◆ **EXERCISE GOAL**: Copy exactly every line below, from the first through the one that contains "Digitize the connectivity", and skip all pictures.

§

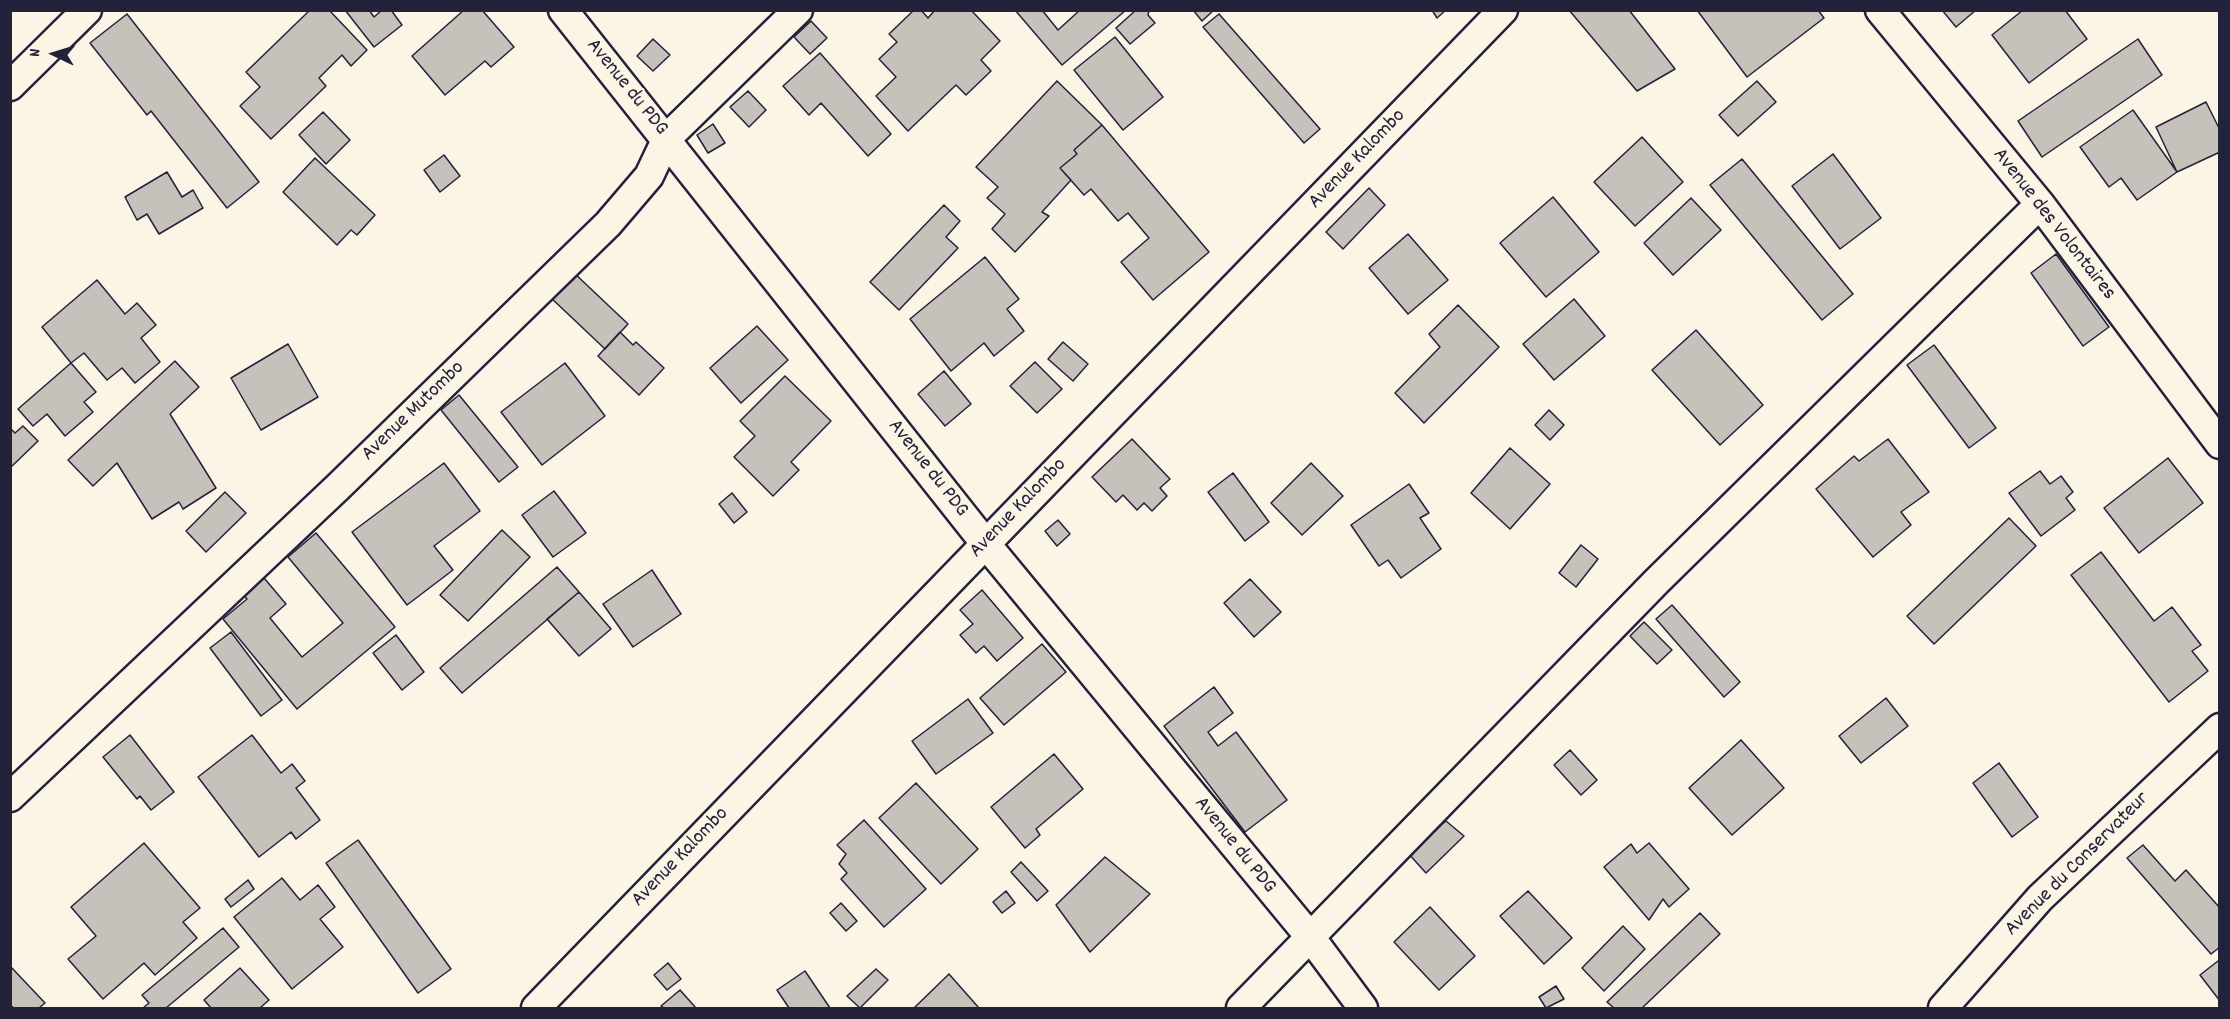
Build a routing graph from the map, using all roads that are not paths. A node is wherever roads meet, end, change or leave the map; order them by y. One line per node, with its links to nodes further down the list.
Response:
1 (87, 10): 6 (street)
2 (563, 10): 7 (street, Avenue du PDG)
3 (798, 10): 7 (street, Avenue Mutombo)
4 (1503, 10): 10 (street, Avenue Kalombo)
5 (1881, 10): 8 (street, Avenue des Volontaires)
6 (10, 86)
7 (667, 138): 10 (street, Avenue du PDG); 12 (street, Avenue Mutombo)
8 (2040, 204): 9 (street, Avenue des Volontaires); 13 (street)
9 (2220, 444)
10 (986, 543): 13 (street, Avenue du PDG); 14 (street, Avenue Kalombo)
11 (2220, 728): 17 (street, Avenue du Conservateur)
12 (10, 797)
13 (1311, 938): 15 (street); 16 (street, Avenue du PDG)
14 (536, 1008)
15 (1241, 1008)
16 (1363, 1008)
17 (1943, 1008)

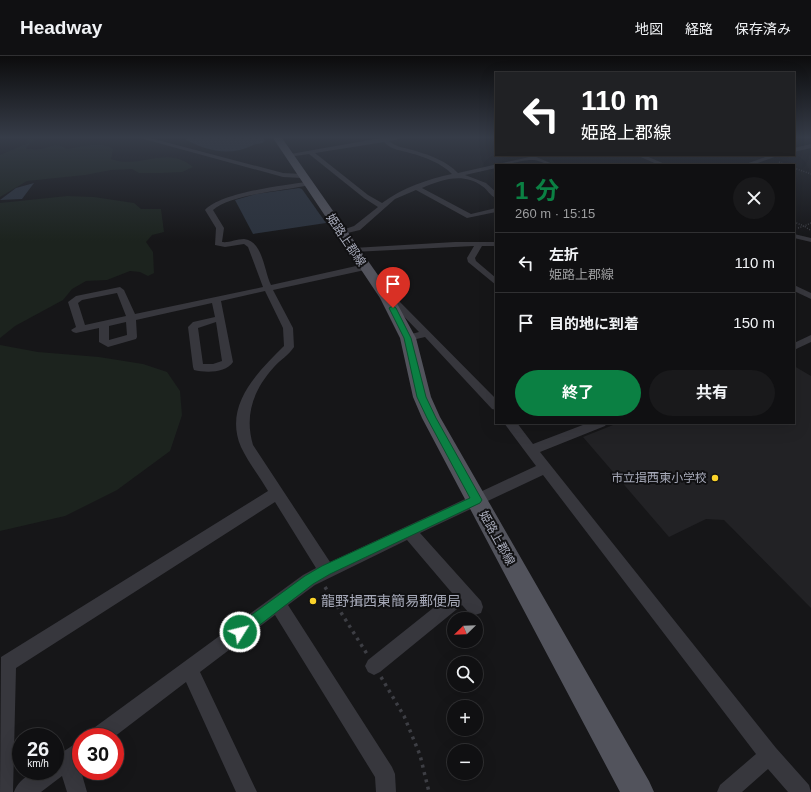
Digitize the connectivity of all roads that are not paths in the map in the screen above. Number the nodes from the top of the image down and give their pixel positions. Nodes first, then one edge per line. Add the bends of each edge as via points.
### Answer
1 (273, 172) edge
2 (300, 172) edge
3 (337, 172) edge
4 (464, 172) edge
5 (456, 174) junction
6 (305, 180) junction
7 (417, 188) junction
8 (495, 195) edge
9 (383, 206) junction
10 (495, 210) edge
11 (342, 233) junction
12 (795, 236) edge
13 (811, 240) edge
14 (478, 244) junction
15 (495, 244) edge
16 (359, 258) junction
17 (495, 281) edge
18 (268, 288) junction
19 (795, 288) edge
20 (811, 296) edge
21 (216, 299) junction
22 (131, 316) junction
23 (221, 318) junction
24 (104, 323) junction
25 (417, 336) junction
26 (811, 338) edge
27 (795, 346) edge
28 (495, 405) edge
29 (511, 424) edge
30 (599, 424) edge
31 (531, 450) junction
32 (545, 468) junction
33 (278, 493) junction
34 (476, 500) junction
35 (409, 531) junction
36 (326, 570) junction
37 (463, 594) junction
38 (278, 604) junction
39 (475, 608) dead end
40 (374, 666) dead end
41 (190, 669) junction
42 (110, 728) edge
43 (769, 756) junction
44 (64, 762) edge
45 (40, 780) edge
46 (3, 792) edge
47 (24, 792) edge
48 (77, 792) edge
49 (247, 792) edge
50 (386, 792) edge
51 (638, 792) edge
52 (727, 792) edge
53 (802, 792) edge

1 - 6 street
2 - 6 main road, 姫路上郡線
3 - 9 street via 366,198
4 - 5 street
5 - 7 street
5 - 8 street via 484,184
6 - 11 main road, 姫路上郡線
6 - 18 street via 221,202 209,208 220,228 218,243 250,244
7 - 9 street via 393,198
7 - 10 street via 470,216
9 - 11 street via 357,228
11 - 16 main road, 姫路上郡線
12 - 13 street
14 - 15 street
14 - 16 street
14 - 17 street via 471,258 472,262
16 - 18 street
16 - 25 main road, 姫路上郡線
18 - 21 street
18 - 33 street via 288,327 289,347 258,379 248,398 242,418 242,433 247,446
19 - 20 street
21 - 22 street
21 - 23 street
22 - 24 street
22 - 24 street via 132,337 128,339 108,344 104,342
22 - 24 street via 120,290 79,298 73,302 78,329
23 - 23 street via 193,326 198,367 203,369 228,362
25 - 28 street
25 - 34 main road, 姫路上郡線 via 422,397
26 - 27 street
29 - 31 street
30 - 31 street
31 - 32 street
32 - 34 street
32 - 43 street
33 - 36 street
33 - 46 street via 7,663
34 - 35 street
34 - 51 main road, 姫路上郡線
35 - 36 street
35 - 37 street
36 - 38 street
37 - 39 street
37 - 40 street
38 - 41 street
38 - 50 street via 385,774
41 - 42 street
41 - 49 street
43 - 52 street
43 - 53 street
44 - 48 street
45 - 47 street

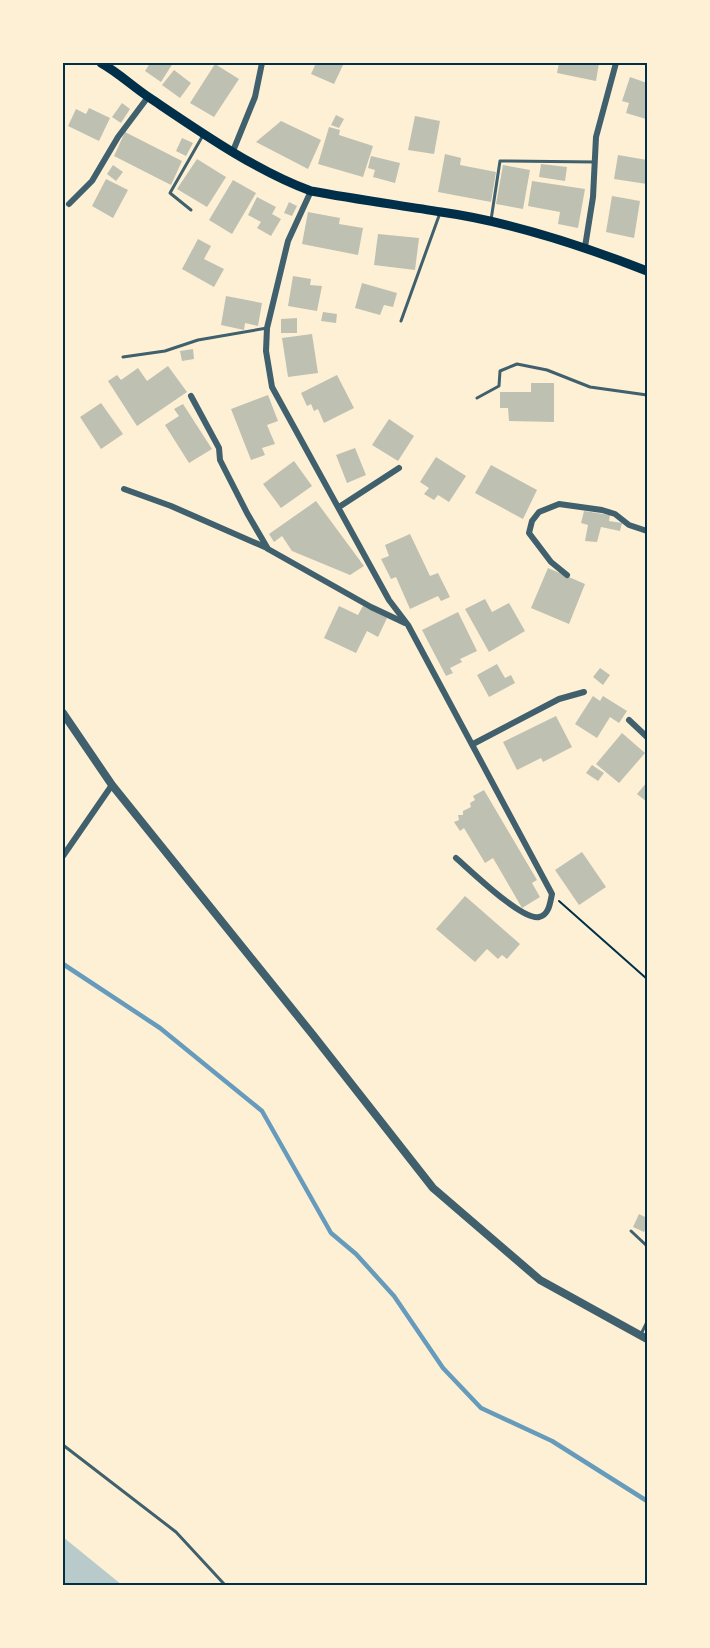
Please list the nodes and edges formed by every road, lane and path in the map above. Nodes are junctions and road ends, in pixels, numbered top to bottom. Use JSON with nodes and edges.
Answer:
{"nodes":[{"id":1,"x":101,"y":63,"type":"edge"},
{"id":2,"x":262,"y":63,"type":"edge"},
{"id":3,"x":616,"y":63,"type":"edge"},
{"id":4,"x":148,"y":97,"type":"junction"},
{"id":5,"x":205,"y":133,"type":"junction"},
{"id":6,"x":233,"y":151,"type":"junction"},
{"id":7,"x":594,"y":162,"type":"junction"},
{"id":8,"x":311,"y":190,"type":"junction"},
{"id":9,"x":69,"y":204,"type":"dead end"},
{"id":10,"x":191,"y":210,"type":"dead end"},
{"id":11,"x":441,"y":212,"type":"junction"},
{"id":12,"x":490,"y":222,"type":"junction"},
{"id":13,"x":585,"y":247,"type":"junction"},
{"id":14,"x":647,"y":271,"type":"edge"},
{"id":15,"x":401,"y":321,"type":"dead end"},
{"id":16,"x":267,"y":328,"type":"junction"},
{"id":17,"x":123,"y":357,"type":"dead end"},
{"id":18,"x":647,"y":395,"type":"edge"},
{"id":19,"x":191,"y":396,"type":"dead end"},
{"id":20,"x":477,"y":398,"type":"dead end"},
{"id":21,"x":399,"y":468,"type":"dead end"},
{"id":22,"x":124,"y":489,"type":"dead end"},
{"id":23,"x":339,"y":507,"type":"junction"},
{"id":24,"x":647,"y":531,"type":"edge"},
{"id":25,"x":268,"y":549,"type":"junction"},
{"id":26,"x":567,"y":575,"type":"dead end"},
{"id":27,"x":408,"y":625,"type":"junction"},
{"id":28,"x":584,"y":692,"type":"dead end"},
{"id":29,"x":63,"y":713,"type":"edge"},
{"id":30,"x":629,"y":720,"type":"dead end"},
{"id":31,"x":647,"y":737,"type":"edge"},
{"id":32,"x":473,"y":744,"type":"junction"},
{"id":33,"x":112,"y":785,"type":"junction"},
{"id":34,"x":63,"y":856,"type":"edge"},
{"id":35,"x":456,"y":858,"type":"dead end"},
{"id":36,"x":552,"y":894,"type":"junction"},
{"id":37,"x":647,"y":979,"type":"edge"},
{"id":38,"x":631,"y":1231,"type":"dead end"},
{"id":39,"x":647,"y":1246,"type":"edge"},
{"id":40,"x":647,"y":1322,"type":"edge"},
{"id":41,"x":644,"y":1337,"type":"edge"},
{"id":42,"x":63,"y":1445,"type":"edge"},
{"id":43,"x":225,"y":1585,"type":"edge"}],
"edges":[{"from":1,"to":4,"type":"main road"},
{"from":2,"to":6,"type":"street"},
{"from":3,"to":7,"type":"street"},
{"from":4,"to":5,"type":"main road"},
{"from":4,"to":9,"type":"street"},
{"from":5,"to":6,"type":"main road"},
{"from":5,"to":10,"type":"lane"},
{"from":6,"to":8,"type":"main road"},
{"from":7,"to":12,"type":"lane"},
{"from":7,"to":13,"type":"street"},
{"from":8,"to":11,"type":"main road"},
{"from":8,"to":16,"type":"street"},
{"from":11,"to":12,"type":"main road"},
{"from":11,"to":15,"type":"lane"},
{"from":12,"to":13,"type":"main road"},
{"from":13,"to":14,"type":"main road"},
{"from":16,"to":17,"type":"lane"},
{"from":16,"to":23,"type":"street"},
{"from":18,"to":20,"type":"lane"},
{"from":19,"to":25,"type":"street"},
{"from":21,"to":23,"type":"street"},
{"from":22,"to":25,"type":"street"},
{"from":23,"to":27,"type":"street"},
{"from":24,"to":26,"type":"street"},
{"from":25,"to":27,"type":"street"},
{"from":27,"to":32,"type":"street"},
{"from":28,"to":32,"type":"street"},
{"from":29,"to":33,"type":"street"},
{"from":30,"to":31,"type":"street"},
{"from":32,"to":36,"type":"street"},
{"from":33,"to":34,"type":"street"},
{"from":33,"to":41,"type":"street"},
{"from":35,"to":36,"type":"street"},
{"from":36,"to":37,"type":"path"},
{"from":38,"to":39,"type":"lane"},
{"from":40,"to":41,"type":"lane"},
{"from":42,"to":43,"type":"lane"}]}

§

◆ **TASK RESULT**:
Build a routing graph from the map, using all roads that are not paths. A node is wherever roads meet, end, change or leave the map; order them by y. One line per node, with its links to nodes further down the list.
Response:
1 (87, 10): 6 (street)
2 (563, 10): 7 (street, Avenue du PDG)
3 (798, 10): 7 (street, Avenue Mutombo)
4 (1503, 10): 10 (street, Avenue Kalombo)
5 (1881, 10): 8 (street, Avenue des Volontaires)
6 (10, 86)
7 (667, 138): 10 (street, Avenue du PDG); 12 (street, Avenue Mutombo)
8 (2040, 204): 9 (street, Avenue des Volontaires); 13 (street)
9 (2220, 444)
10 (986, 543): 13 (street, Avenue du PDG); 14 (street, Avenue Kalombo)
11 (2220, 728): 17 (street, Avenue du Conservateur)
12 (10, 797)
13 (1311, 938): 15 (street); 16 (street, Avenue du PDG)
14 (536, 1008)
15 (1241, 1008)
16 (1363, 1008)
17 (1943, 1008)

Digitize the connectivity of all roads that are not paths in the map in the screen above. Number the nodes from the top of the image down and give their pixel positions. Nodes first, then one edge per line. Add the bends of each edge as via points.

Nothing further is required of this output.